*** Opening Record set ***
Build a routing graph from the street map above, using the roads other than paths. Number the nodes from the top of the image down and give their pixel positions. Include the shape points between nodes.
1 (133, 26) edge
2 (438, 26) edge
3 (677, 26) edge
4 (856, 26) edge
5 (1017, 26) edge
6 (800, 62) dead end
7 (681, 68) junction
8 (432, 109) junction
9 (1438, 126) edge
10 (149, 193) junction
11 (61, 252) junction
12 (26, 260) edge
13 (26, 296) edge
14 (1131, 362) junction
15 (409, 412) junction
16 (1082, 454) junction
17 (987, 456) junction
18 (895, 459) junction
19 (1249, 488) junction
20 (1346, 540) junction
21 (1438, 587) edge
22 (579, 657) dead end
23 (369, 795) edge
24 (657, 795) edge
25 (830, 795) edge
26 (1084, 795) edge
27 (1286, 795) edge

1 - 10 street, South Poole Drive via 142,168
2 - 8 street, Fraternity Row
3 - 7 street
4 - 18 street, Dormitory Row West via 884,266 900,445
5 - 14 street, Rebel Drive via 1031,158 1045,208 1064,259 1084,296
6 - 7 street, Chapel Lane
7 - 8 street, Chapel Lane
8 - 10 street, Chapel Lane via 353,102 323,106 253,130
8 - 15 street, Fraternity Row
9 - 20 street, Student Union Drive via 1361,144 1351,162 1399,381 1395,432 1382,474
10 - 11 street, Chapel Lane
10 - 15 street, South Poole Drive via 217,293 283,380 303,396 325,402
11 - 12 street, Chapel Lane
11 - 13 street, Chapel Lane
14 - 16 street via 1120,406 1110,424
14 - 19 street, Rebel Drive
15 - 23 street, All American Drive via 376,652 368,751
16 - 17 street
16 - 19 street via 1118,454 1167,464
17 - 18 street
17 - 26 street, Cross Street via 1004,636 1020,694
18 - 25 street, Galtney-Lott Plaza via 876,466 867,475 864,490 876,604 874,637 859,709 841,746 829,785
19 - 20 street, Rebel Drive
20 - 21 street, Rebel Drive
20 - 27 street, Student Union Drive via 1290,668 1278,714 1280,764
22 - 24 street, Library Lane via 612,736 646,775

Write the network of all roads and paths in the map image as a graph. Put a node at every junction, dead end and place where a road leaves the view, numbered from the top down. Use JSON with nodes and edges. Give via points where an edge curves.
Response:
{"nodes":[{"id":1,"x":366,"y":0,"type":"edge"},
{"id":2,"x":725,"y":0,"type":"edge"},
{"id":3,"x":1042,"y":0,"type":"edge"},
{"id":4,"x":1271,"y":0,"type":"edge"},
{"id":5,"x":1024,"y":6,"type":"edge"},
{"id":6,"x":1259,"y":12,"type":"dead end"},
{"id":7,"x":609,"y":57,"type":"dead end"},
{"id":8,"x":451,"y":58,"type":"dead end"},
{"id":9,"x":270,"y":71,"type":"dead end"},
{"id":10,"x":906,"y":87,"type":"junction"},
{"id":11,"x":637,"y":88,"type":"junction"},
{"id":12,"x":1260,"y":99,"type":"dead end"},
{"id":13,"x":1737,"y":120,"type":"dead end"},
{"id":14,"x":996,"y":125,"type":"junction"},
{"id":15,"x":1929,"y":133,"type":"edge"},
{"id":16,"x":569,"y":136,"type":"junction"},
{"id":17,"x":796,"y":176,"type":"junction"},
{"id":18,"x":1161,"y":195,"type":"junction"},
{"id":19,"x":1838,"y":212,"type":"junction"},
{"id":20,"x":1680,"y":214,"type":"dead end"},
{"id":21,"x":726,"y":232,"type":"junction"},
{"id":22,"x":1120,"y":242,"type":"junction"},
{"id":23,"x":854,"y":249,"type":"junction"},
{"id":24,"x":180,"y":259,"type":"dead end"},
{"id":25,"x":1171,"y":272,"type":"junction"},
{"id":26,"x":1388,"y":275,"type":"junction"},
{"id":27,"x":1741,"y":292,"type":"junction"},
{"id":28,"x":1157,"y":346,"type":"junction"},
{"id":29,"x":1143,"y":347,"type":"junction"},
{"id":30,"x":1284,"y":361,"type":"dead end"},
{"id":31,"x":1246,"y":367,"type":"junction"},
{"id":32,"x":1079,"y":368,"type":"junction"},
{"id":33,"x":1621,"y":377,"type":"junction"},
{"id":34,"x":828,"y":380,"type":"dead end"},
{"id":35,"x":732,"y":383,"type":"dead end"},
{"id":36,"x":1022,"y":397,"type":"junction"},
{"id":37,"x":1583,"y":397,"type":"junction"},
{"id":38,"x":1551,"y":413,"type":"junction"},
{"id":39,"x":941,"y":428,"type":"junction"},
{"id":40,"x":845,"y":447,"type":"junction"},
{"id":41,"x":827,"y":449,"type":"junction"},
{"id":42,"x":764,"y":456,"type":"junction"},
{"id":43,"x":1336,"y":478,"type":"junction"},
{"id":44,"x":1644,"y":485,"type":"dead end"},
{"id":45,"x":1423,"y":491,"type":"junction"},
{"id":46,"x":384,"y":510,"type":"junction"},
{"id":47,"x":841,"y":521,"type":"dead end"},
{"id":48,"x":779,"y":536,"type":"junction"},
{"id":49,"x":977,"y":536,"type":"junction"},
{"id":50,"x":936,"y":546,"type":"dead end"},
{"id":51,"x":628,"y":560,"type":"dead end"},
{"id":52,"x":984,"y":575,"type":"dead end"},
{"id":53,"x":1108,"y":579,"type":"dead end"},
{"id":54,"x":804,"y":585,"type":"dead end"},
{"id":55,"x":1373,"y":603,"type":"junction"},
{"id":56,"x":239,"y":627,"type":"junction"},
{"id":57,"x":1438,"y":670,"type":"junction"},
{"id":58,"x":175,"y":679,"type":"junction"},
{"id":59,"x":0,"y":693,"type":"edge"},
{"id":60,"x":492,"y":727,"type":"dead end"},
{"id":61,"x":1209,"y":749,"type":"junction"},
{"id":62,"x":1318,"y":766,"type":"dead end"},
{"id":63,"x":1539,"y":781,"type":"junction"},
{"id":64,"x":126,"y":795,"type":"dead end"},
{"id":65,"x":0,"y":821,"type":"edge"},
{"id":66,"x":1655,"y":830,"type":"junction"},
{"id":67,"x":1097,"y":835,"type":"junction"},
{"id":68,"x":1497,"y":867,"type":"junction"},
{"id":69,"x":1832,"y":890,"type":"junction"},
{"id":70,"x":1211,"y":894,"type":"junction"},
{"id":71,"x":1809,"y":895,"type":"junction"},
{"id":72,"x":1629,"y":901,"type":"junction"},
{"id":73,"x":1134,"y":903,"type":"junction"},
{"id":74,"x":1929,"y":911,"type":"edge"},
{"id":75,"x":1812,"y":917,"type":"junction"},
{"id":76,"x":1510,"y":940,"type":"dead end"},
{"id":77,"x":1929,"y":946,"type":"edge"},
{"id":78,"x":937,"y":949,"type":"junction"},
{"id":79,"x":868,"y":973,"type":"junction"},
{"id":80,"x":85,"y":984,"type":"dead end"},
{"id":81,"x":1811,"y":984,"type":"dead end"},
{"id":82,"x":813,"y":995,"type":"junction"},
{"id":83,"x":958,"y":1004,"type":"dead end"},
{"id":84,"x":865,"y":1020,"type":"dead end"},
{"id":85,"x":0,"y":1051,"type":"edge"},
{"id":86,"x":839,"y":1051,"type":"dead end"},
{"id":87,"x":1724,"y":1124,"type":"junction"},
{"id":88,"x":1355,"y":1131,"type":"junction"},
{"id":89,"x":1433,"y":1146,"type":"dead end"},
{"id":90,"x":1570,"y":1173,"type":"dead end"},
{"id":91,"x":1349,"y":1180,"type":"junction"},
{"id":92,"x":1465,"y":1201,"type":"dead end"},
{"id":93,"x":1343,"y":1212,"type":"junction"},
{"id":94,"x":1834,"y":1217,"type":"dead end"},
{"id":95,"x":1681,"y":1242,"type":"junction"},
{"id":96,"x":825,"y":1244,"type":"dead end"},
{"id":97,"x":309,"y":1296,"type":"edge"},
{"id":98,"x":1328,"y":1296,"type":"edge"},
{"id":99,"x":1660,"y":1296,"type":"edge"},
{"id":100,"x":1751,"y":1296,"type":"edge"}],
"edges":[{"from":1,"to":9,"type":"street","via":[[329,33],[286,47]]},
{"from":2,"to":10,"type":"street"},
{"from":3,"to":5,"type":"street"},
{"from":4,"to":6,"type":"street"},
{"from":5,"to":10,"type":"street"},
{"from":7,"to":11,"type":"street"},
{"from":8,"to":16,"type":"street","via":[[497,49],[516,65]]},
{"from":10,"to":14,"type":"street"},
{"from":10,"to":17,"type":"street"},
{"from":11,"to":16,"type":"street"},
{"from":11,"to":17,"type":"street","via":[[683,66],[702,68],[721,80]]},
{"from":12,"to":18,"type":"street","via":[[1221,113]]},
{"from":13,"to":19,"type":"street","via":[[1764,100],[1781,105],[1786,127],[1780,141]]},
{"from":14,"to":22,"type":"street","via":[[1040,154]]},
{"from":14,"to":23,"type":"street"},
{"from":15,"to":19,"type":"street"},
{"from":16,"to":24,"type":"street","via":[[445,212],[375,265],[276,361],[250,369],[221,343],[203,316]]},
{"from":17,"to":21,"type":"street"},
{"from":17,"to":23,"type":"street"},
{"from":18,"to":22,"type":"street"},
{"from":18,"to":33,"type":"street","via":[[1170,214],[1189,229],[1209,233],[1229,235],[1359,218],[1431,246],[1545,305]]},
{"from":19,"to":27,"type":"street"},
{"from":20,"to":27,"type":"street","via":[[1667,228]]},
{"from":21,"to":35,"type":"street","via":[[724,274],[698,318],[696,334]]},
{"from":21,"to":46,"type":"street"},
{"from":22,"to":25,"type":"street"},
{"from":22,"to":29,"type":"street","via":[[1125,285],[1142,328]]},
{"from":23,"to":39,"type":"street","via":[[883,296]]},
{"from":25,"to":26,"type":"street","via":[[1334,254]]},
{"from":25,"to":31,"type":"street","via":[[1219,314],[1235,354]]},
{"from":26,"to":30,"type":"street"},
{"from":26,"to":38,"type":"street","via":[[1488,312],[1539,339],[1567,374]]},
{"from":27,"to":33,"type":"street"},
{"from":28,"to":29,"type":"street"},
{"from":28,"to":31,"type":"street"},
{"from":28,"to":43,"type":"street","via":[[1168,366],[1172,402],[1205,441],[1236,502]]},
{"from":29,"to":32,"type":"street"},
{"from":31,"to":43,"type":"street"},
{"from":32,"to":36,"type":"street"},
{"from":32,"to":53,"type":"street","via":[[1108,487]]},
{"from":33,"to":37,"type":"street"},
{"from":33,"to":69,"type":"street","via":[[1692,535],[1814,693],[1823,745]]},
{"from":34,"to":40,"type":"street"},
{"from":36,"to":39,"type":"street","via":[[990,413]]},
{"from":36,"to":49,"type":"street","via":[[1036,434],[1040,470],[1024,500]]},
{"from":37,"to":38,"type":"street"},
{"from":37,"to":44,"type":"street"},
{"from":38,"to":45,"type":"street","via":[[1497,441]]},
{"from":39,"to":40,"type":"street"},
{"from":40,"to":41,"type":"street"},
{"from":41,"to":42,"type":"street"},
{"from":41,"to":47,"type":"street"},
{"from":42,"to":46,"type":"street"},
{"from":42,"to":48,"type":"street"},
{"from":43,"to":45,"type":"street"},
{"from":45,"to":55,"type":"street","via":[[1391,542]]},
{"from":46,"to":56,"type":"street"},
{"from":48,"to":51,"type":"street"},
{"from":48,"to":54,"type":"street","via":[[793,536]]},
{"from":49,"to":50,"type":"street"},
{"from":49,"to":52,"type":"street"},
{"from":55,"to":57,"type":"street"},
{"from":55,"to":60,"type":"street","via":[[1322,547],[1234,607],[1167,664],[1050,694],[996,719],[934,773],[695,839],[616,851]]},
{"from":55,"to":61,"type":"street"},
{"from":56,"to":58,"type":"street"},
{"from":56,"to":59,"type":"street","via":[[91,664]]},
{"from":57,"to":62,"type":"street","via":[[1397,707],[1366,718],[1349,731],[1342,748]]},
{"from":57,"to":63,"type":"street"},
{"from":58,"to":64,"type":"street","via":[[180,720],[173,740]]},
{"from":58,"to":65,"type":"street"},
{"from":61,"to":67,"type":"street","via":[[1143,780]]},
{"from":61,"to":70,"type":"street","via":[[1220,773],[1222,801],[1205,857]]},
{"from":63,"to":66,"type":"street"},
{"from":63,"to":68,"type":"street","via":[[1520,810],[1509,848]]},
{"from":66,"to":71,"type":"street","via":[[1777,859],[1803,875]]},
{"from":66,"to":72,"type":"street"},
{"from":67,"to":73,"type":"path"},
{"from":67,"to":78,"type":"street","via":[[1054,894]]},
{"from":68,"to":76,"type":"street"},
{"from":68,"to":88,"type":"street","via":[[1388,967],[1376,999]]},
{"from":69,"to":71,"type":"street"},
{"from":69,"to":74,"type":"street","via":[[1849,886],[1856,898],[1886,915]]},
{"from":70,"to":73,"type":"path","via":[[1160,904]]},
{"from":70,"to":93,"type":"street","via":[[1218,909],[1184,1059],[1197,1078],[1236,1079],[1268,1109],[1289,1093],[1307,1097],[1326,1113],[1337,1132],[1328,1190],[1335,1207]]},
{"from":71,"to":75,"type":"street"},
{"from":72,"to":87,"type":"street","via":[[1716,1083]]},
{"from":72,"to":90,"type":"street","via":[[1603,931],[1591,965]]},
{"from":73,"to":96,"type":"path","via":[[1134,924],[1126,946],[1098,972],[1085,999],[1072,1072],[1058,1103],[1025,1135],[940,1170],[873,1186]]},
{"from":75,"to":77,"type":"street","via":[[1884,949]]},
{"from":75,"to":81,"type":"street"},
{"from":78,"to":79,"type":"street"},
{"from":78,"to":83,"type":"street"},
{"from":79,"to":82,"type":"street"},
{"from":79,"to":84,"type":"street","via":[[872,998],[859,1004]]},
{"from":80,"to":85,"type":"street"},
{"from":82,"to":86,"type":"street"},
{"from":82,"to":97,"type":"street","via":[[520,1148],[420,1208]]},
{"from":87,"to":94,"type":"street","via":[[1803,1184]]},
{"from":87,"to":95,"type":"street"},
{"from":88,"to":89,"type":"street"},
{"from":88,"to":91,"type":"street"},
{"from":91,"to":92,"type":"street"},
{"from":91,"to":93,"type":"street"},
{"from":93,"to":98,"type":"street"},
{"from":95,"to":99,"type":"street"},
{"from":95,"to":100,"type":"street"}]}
*** Closing Record set ***
▸ **Instructions to follow**
Which lines above contain the word "graph"? List them.

▸ **Reply**
Build a routing graph from the street map above, using the roads other than paths. Number the nodes from the top of the image down and give their pixel positions. Include the shape points between nodes.
Write the network of all roads and paths in the map image as a graph. Put a node at every junction, dead end and place where a road leaves the view, numbered from the top down. Use JSON with nodes and edges. Give via points where an edge curves.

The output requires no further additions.